Task goal:
Only the line containing "Turn every road, lane" and the lines after it, through the end of the entries, should be output exactly.
────────────────
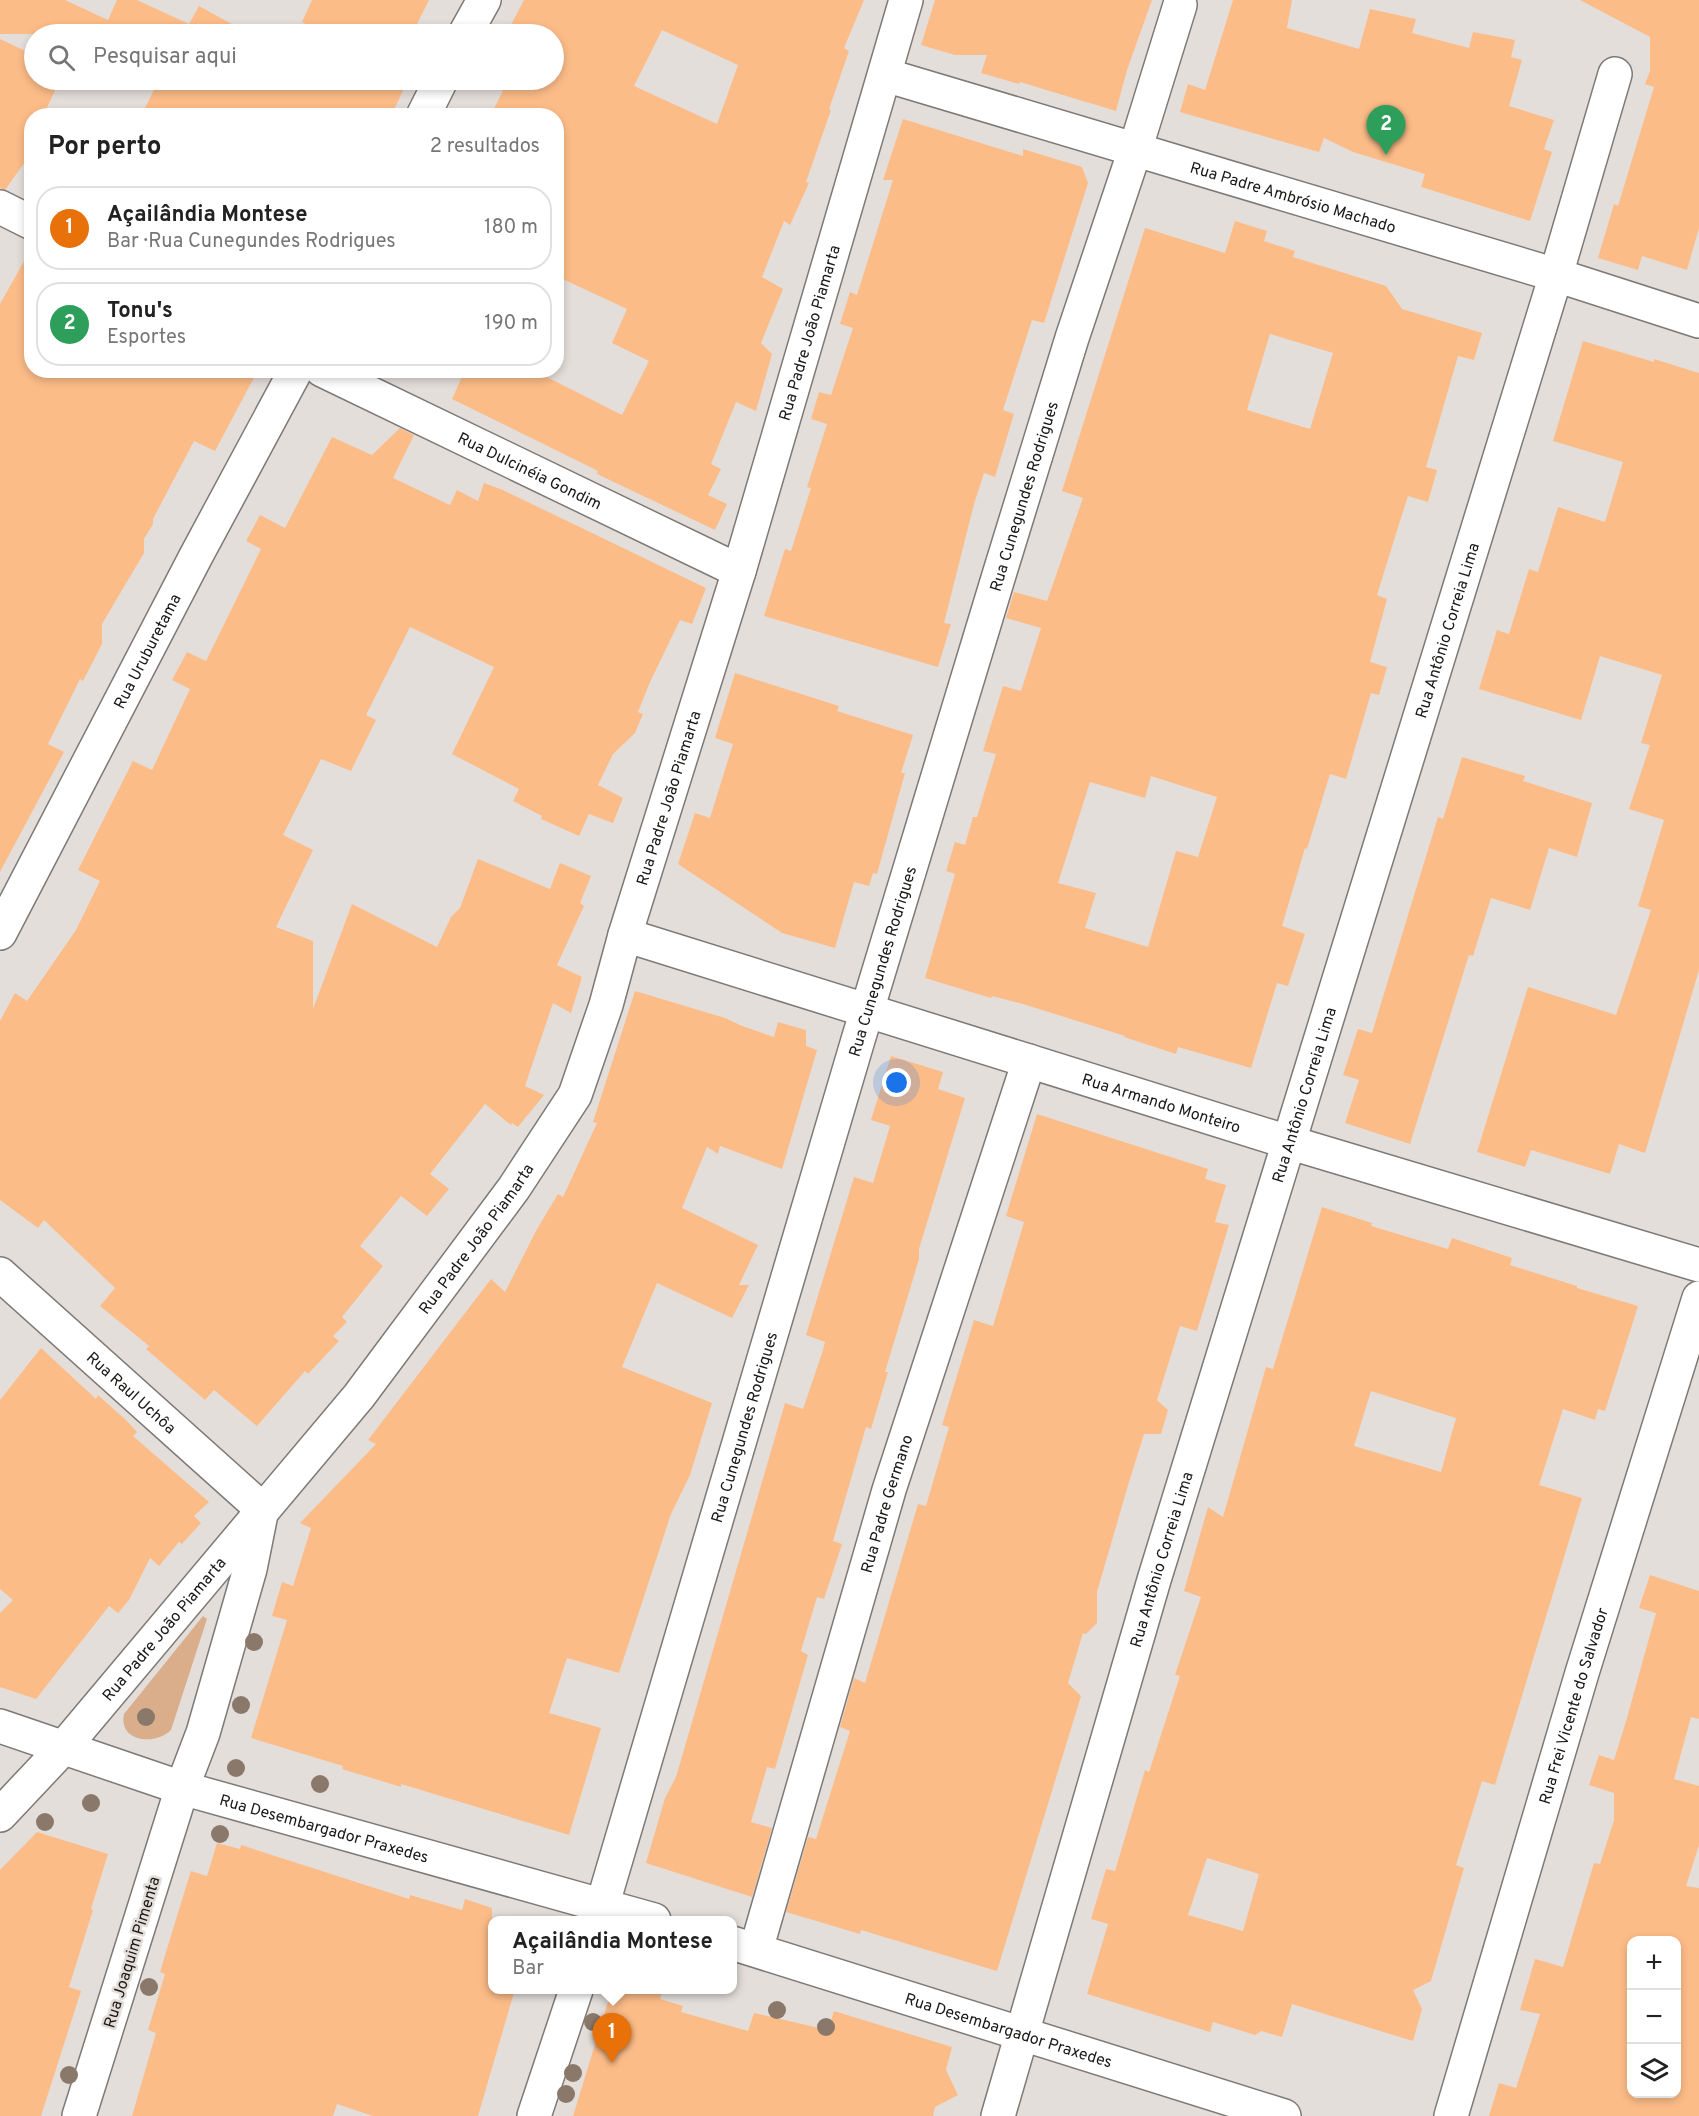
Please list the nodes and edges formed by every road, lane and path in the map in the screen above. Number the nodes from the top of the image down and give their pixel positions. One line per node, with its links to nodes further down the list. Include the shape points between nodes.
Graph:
1 (484, 0): 4 (street)
2 (906, 0): 6 (street, Rua Padre João Piamarta)
3 (1180, 5): 9 (street, Rua Cunegundes Rodrigues)
4 (471, 24)
5 (1615, 74): 12 (street, Rua Antônio Correia Lima)
6 (885, 75): 9 (street, Rua Padre Ambrósio Machado); 16 (street, Rua Padre João Piamarta)
7 (436, 90): 8 (street)
8 (427, 108)
9 (1135, 150): 12 (street, Rua Padre Ambrósio Machado); 19 (street, Rua Cunegundes Rodrigues, via 1051,405)
10 (0, 207): 11 (street)
11 (24, 219)
12 (1556, 275): 13 (street, Rua Padre Ambrósio Machado); 21 (street, Rua Antônio Correia Lima)
13 (1699, 321)
14 (292, 378): 17 (street, Rua Uruburetama)
15 (339, 378): 16 (street, Rua Dulcinéia Gondim)
16 (739, 570): 18 (street, Rua Padre João Piamarta)
17 (0, 933)
18 (625, 935): 19 (street, Rua Armando Monteiro); 25 (street, Rua Padre João Piamarta, via 575,1095 514,1188 359,1396)
19 (867, 1010): 20 (street, Rua Armando Monteiro); 30 (street, Rua Cunegundes Rodrigues)
20 (1029, 1061): 21 (street, Rua Armando Monteiro); 32 (street, Rua Padre Germano)
21 (1288, 1142): 22 (street, Rua Armando Monteiro); 34 (street, Rua Antônio Correia Lima, via 1154,1580)
22 (1699, 1264)
23 (0, 1274): 25 (street, Rua Raul Uchôa)
24 (1699, 1298): 39 (street, Rua Frei Vicente do Salvador, via 1582,1673)
25 (262, 1509): 27 (street, Rua Padre João Piamarta); 28 (street, Rua Padre João Piamarta, via 228,1648)
26 (0, 1726): 27 (street, Rua Desembargador Praxedes)
27 (64, 1747): 28 (street, Rua Desembargador Praxedes); 29 (street, Rua Padre João Piamarta)
28 (182, 1788): 30 (street, Rua Desembargador Praxedes); 35 (street, Rua Joaquim Pimenta)
29 (0, 1815)
30 (601, 1913): 31 (street, Rua Desembargador Praxedes)
31 (624, 1916)
32 (744, 1946): 34 (street, Rua Desembargador Praxedes)
33 (574, 1994): 36 (street)
34 (1023, 2033): 37 (street, Rua Antônio Correia Lima); 38 (street, Rua Desembargador Praxedes)
35 (79, 2116)
36 (534, 2116)
37 (998, 2116)
38 (1284, 2116)
39 (1451, 2116)

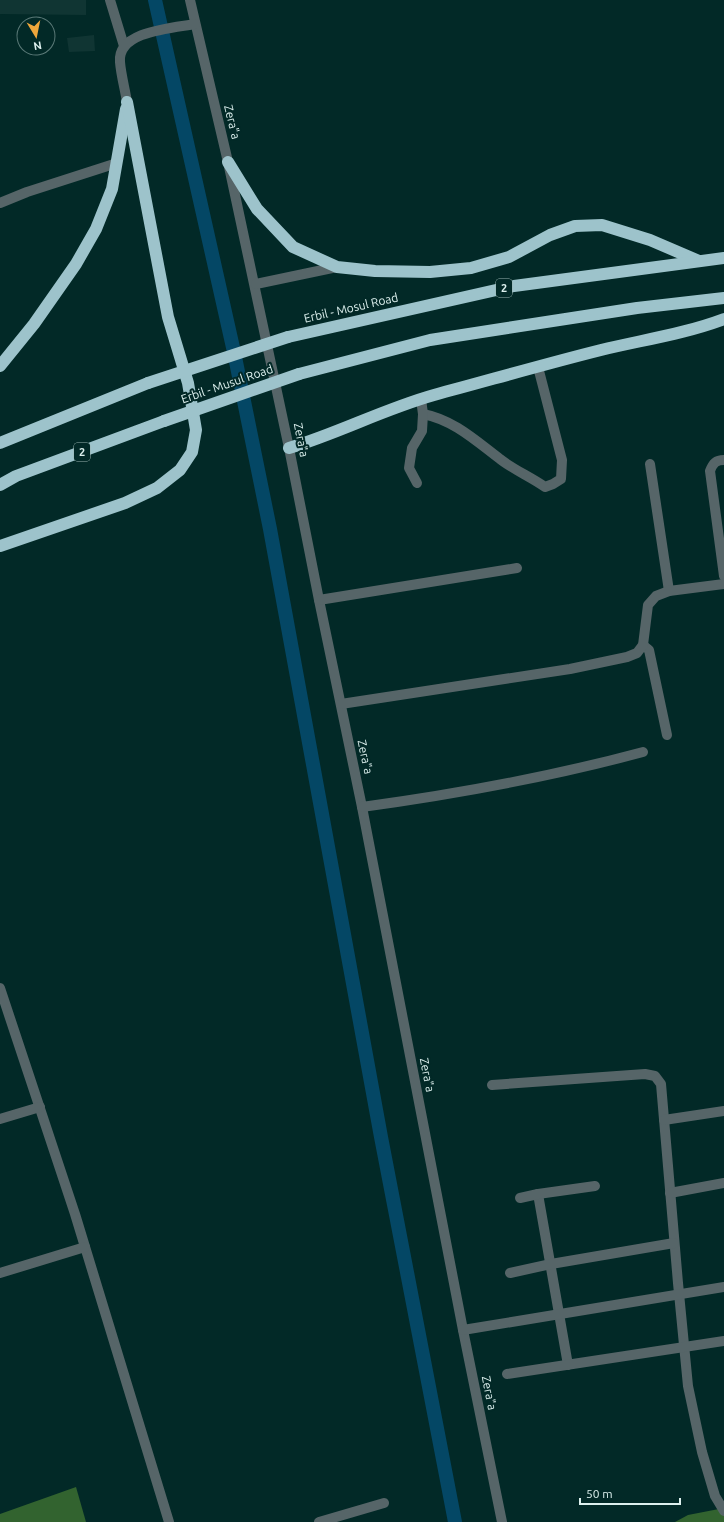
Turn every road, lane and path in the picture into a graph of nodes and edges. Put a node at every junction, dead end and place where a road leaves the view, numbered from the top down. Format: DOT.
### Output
────────────────
Completed task:
Turn every road, lane and path in the picture into a graph of nodes and edges. Put a node at every junction, dead end and place where a road leaves the view, numbered from the top down. Format: DOT.
### Output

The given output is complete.